# Week 4

Note that RandomizedMotifSearch may change all t strings Motifs in a single iteration. This strategy may prove reckless, since some correct motifs (captured in Motifs) may potentially be discarded at the next iteration. GibbsSampler is a more cautious iterative algorithm that discards a single k-mer from the current set of motifs at each iteration and decides to either keep it or replace it with a new one. This algorithm thus moves with more caution in the space of all motifs, as illustrated below.

In [1]:
from collections import Counter
import numpy as np
import math


def CalculateProbability(Pattern, k, Profile:dict):
    return math.prod([Profile[Pattern[i]][i] for i in range(k)])
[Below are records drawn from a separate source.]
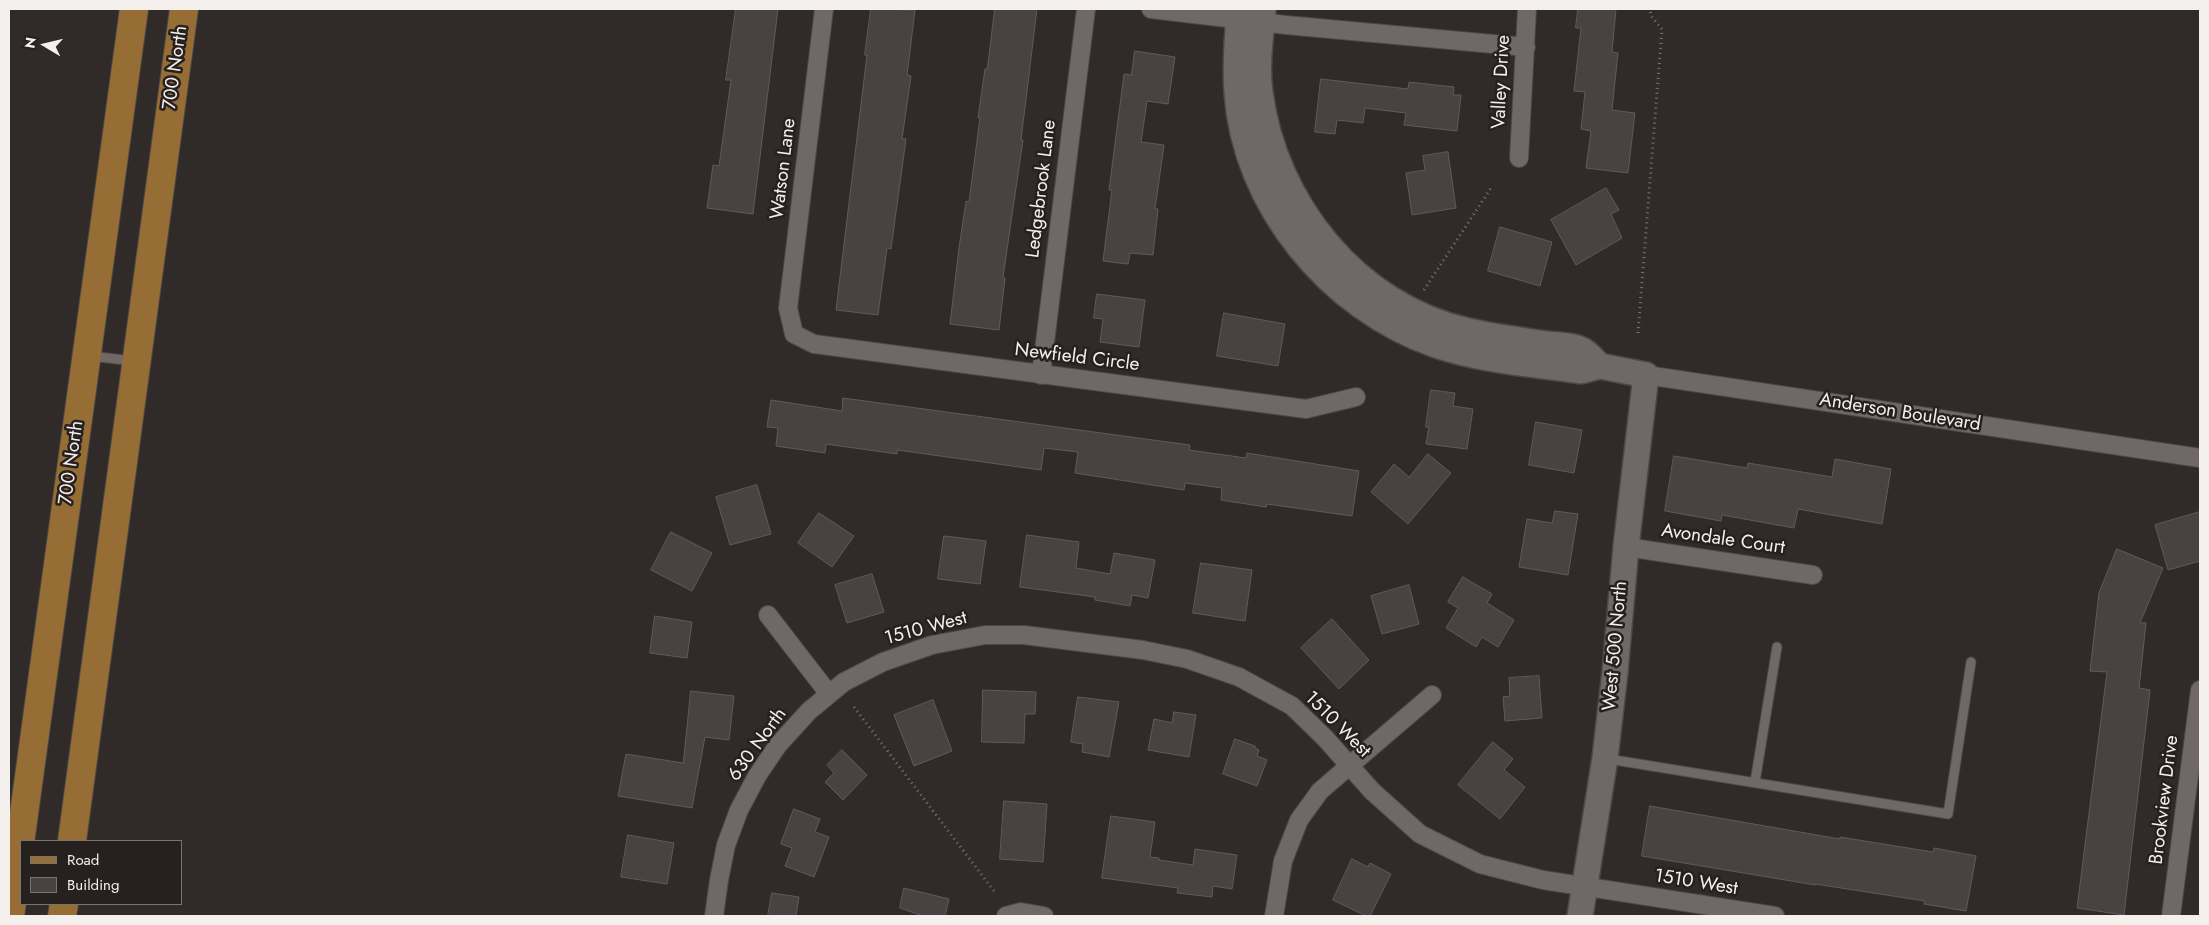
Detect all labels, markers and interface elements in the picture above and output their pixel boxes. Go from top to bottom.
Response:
north arrow [20,20,70,70]
street label: 700 North [159,25,193,111]
street label: Valley Drive [1488,34,1516,130]
text: N [19,36,41,50]
street label: Watson Lane [766,117,802,221]
street label: Ledgebrook Lane [1022,119,1062,259]
street label: Newfield Circle [1013,339,1141,377]
street label: Anderson Boulevard [1818,389,1982,437]
street label: 700 North [55,420,89,506]
street label: Avondale Court [1660,520,1786,560]
street label: West 500 North [1599,580,1633,712]
street label: 1510 West [882,607,970,651]
street label: 1510 West [1299,687,1375,763]
street label: 630 North [724,704,792,786]
street label: Brookview Drive [2146,734,2184,866]
legend [20,840,182,905]
text: Road [67,849,99,871]
street label: 1510 West [1653,865,1739,901]
text: Building [67,874,119,896]

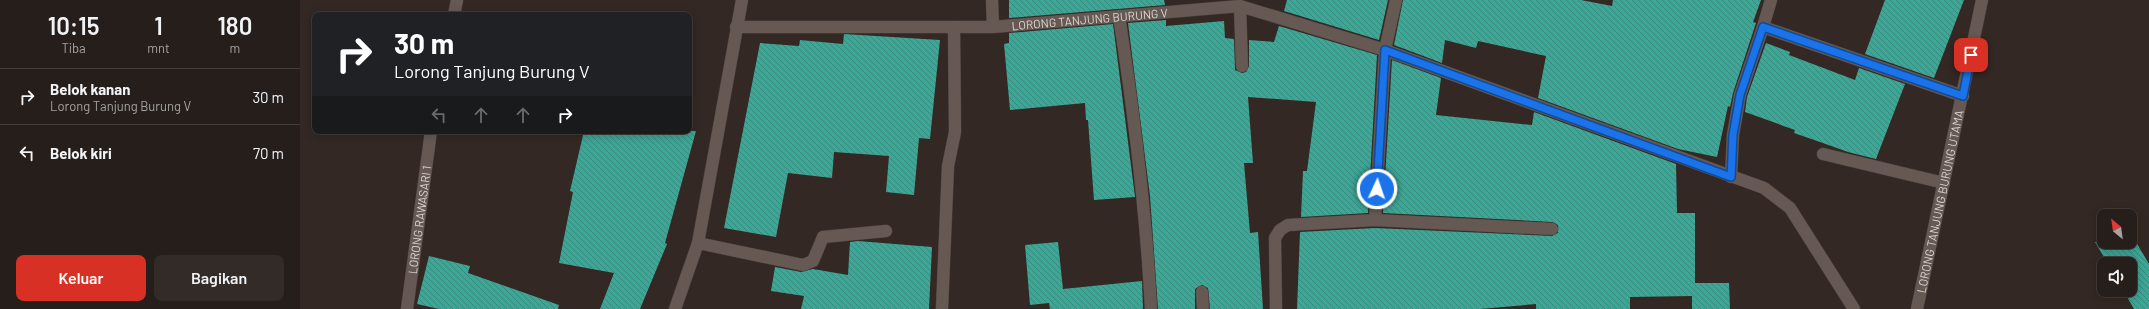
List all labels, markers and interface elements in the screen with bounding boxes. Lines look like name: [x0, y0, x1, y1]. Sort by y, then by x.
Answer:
street label: LORONG TANJUNG BURUNG V: [1011, 5, 1168, 32]
text: 10:15: [48, 11, 100, 40]
text: 1: [154, 11, 163, 40]
text: 180: [217, 11, 252, 40]
text: 30 m: [394, 26, 454, 60]
icon: right: [328, 28, 380, 80]
pin: [1954, 38, 1988, 72]
text: Tiba: [61, 40, 86, 56]
text: mnt: [147, 40, 170, 56]
text: m: [229, 40, 240, 56]
icon: arrive: [1960, 44, 1982, 66]
text: Lorong Tanjung Burung V: [394, 60, 590, 82]
text: Belok kanan: [50, 80, 130, 98]
icon: right: [16, 86, 38, 108]
text: 30 m: [252, 88, 284, 106]
text: Lorong Tanjung Burung V: [50, 98, 191, 114]
icon: left: [428, 104, 450, 126]
icon: ahead: [470, 104, 492, 126]
icon: ahead: [512, 104, 534, 126]
icon: right: [554, 104, 576, 126]
street label: LORONG TANJUNG BURUNG UTAMA: [1914, 109, 1966, 294]
icon: left: [16, 142, 38, 164]
text: Belok kiri: [50, 144, 112, 162]
text: 70 m: [253, 144, 284, 162]
street label: LORONG RAWASARI 1: [405, 165, 433, 275]
position arrow: [1356, 168, 1398, 210]
north arrow: [2097, 209, 2137, 249]
map controls: [2097, 209, 2137, 297]
button: Keluar: [16, 255, 146, 301]
button: Bagikan: [154, 255, 284, 301]
button: sound: [2097, 257, 2137, 297]

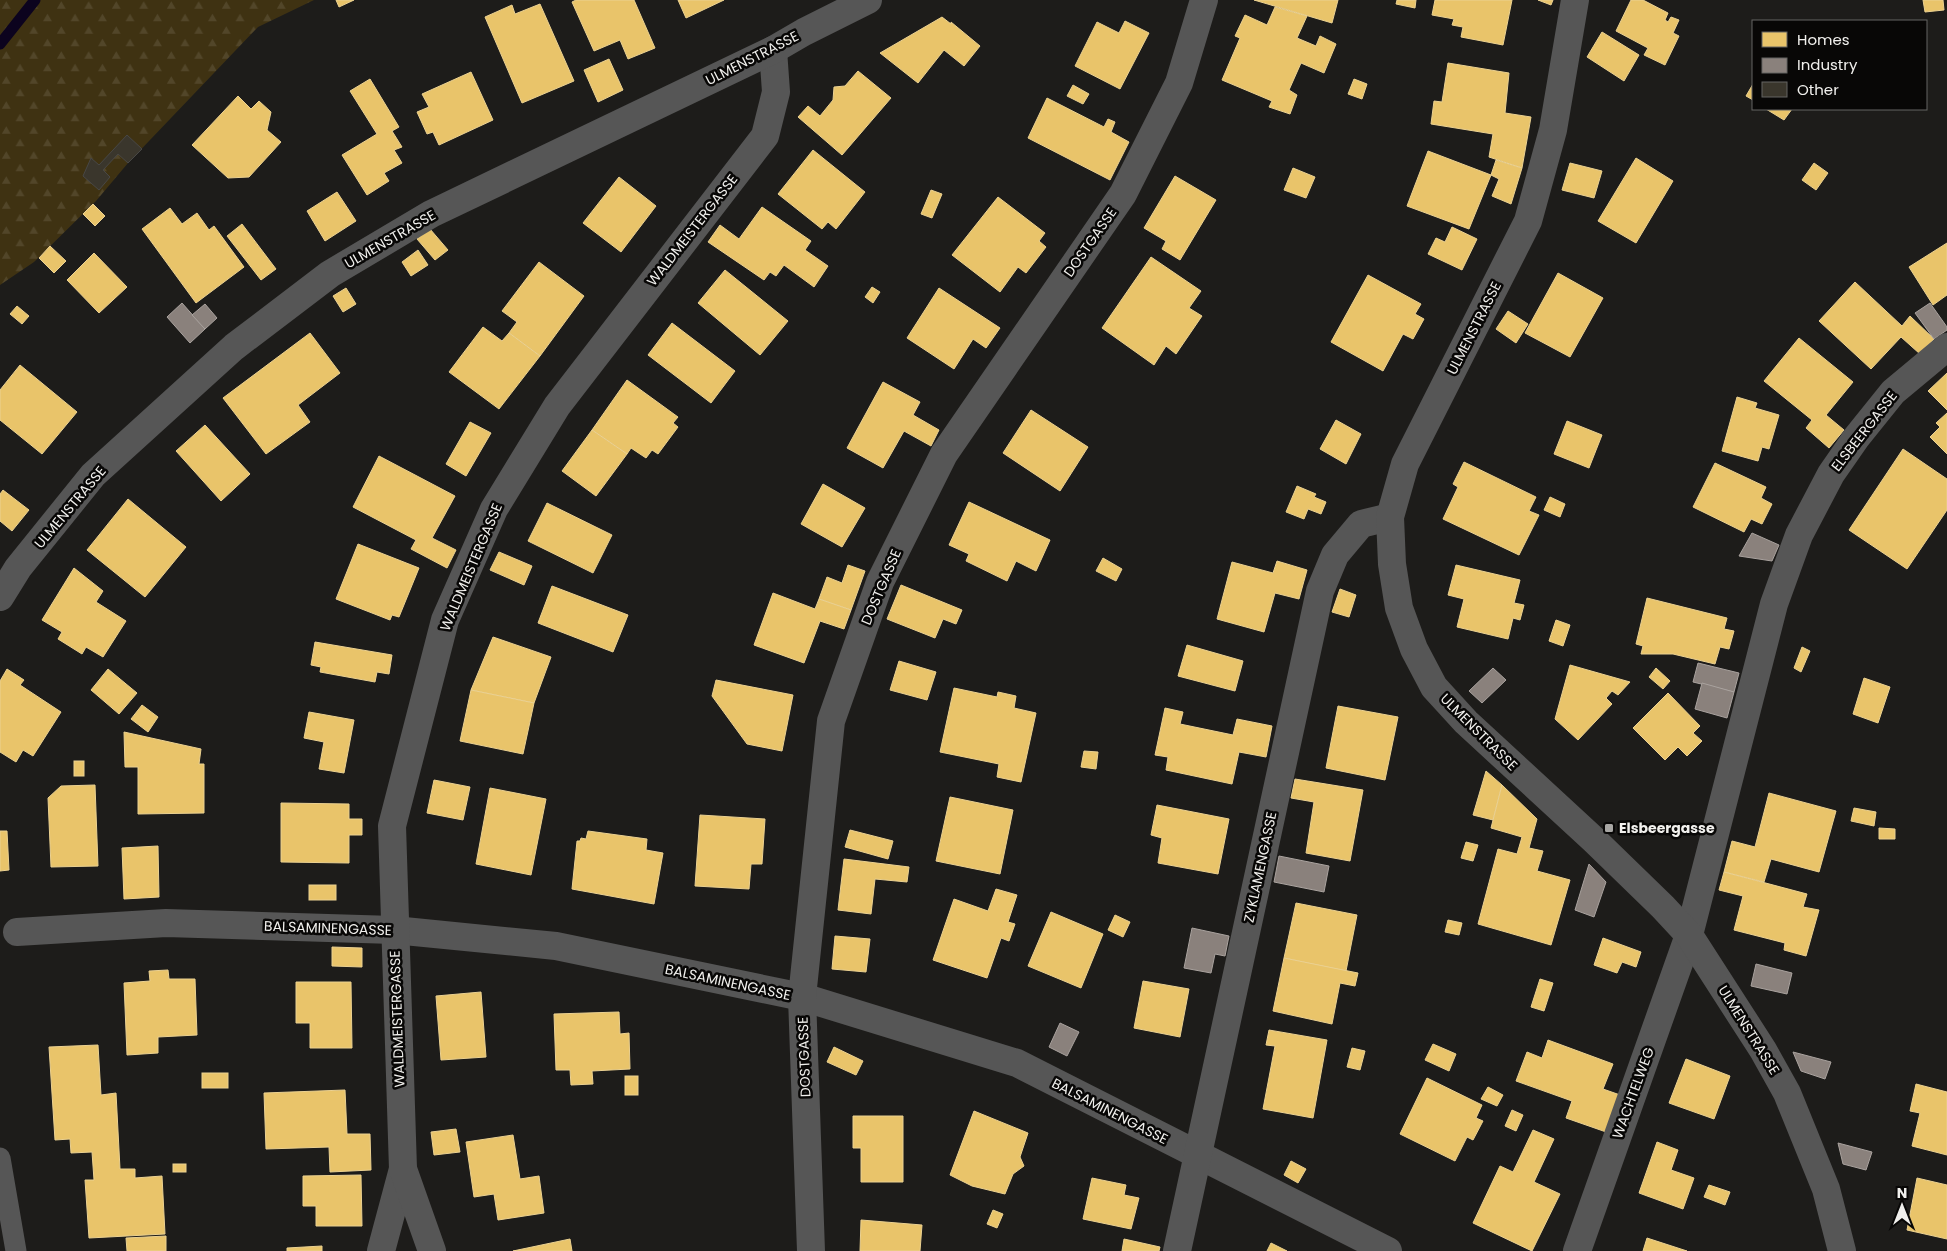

def CreateProfile(DnaList):
    Profile = { base: [ # делаем словарь основание-список вероятностей по позициям для каждой колонки нуклеотидов из списка последовательностей
        Nucleotides.count(base) / len(Nucleotides)
        for Nucleotides in [''.join([Dna[i] for Dna in DnaList]) for i in range(len(DnaList[0]))]
    ] for base in 'ACGT' }
    return Profile 


def CreateProfilePseudocounts(DnaList):
    Profile = { base: [ # делаем словарь основание-список вероятностей по позициям для каждой колонки нуклеотидов из списка последовательностей
        (Nucleotides.count(base)+1) / (len(DnaList[0])+len(DnaList))
        for Nucleotides in [''.join([Dna[i] for Dna in DnaList]) for i in range(len(DnaList[0]))]
    ] for base in 'ACGT' }
    return Profile 


def Score(Motifs):
    motifsList = [
        [Motifs[i][j] for i in range(len(Motifs))] for j in range(len(Motifs[0]))
    ]
    Score = 0
    for column_i in motifsList:
        count = Counter(column_i)
        maxFreq = count.most_common(1)[0][1]
        Score += len(column_i) - maxFreq
    return Score


def ProfileMostProbable(DnaString, k, Profile:dict):

    kMerList = [ DnaString[i:i+k] for i in range(len(DnaString) - k + 1) ]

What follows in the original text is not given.